La Charte des valeurs a catalysé la radicalisation, dit une étude
De jeunes musulmans éprouvent un « malaise » quant à leur place au Québec
OTTAWA | Le débat entourant la Charte des valeurs de l’ex-gouvernement péquiste a été un catalyseur important dans la radicalisation de nombreux jeunes québécois, révèle une étude.
« Les discussions politiques autour de la Charte des valeurs qui se déroulaient localement, et la montée du groupe État islamique à l’étranger, n’ont fait que renforcer le point de vue [de deux jeunes qui ont quitté le Québec pour la Syrie] selon lequel les musulmans ne devaient pas rester sur les terres des non-croyants », indiquent les auteurs du rapport Learning about Foreign Fighters from Family and Friends.
Rappelons qu’en 2013, l’ex-gouvernement péquiste a proposé une charte de la laïcité qui aurait interdit notamment le port de symboles religieux ostentatoires chez les employés du secteur public.
« La Charte a mené à la politisation de ces jeunes musulmans. Nous avons reçu le témoignage de jeunes qui nous disaient qu’avant ce débat, ils ne portaient pas le hijab, ils n’étaient pas religieux du tout […], mais soudainement, la charte a été le catalyseur qui les a poussés à devenir des militants pour leur identité religieuse », explique Amarnath Amarasingam, l’un des auteurs et chercheur sénior au Institute for Strategic Dialogue.
MEILLEURE COMPRÉHENSION
Le but du rapport est de mieux comprendre le processus de radicalisation des musulmans qui quittent leurs pays pour se rendre en Iraq et en Syrie. Pour ce faire, les auteurs du document ont fait 43 entrevues avec les proches de 30 hommes et femmes radicalisés dans divers pays.
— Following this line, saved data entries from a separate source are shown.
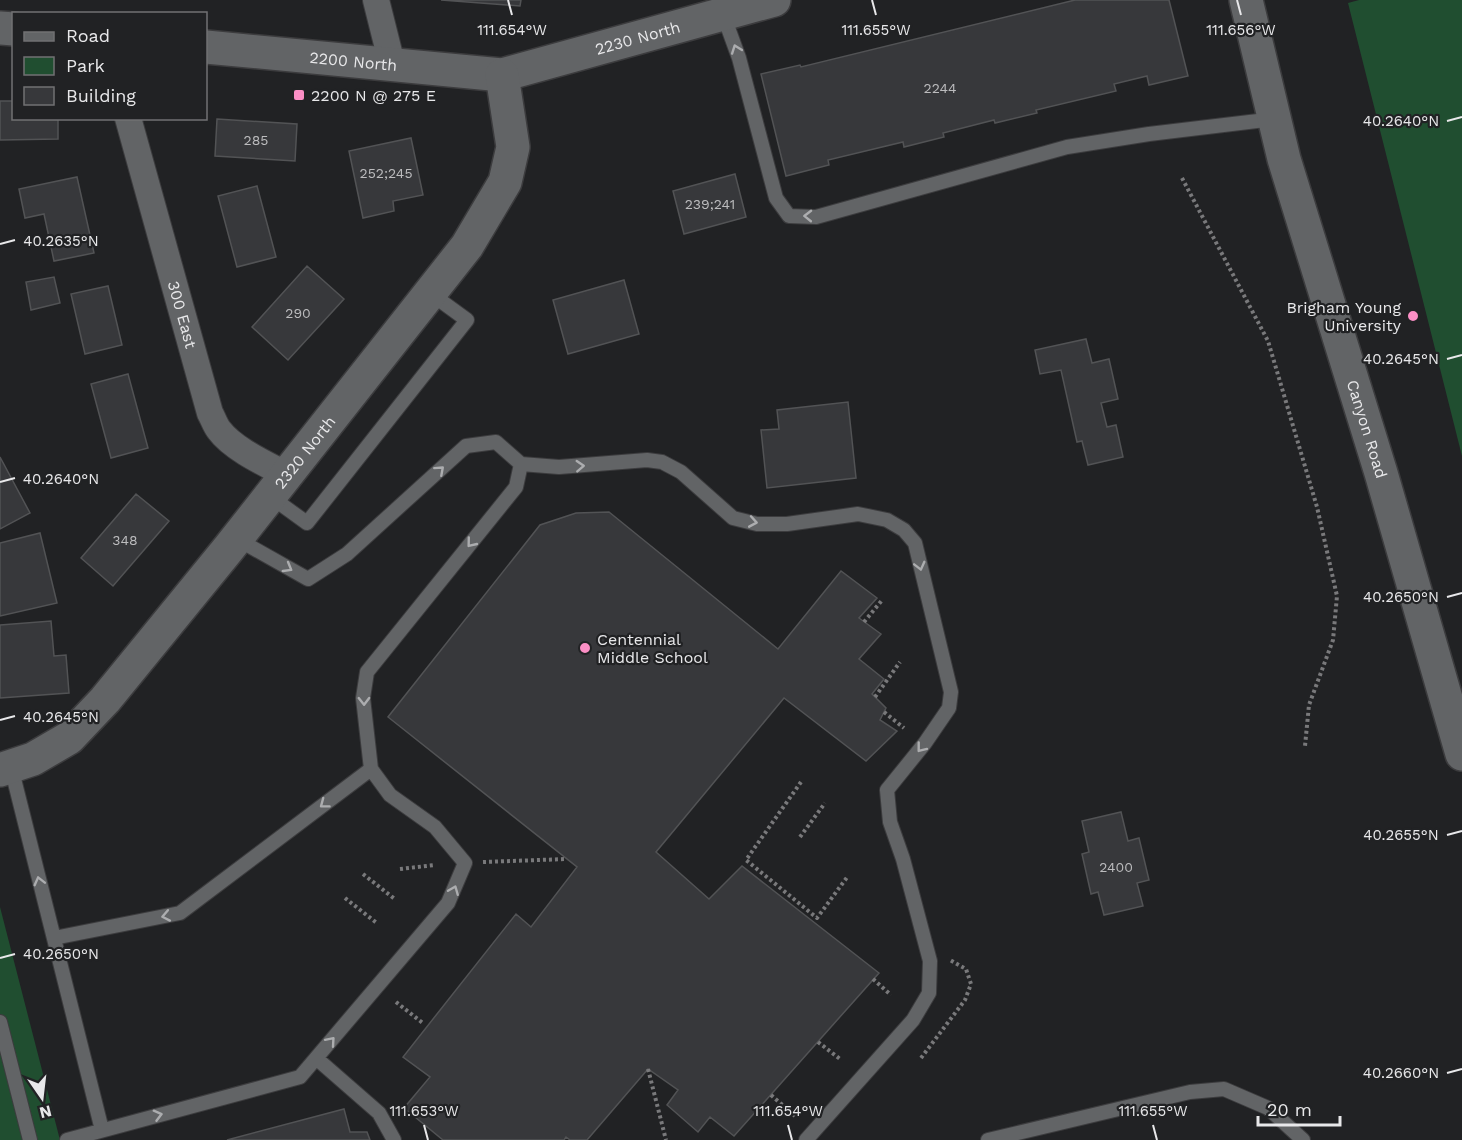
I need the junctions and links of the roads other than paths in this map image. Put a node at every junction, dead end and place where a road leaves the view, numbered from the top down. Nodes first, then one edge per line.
1 (376, 0) edge
2 (774, 0) edge
3 (1246, 0) edge
4 (723, 14) junction
5 (207, 47) edge
6 (392, 64) junction
7 (502, 75) junction
8 (1274, 119) junction
9 (129, 120) edge
10 (430, 293) junction
11 (521, 464) junction
12 (279, 486) junction
13 (237, 539) junction
14 (1462, 754) edge
15 (5, 769) edge
16 (371, 769) junction
17 (54, 938) junction
18 (0, 1022) edge
19 (316, 1058) junction
20 (102, 1130) junction
21 (86, 1137) edge
22 (30, 1140) edge
23 (67, 1140) edge
24 (394, 1140) edge
25 (806, 1140) edge
26 (988, 1140) edge
27 (1303, 1140) edge

1 - 6 street
2 - 4 main road, 2230 North
3 - 8 main road, Canyon Road
4 - 7 main road, 2230 North
8 -> 4 lane
5 - 6 main road, 2200 North
6 - 7 main road, 2200 North
7 - 10 main road, 2320 North
8 - 14 main road, Canyon Road
9 - 12 street, 300 East
10 - 12 main road, 2320 North
10 - 12 lane
13 -> 11 lane
11 -> 16 lane
11 -> 25 lane
12 - 13 main road, 2320 North
13 - 15 main road, 2320 North
17 -> 15 lane
16 -> 17 lane
19 -> 16 lane
17 - 20 lane
18 - 22 lane
20 -> 19 lane
19 - 24 lane
20 - 21 lane
21 - 23 lane
26 - 27 lane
Grâce à ces rencontres, ils ont pu publier leurs premières conclusions hier, qui peignent le portrait général des personnes radicalisées et les facteurs qui les ont menées à tout abandonner pour se joindre à un groupe islamiste.
Ils recommandent aussi que le gouvernement et les forces de l’ordre soutiennent mieux les familles et proches de jeunes potentiellement radicalisés.
LA RÉALITÉ DE QUÉBEC
S’il y a eu une centaine de Canadiens qui ont quitté le pays pour se joindre à un groupe islamiste en Iraq ou en Syrie, pas moins du tiers proviennent du Québec, souligne le rapport.
Pourquoi est-ce que le Québec semble être un terreau aussi fertile pour la radicalisation des jeunes ? Il n’y a pas une seule réponse, dit M. Amarasingam, mais les jeunes musulmans de la province éprouvent présentement un « profond malaise » quant à leur place dans la province.
Il croit aussi que la situation ne s’est pas améliorée depuis 2016, année où la majorité des entrevues ont été faites. Selon le chercheur, le malaise pourrait même empirer pour les jeunes musulmans québécois si les groupes identitaires ou des partis politiques nationalistes prennent plus de place au Québec.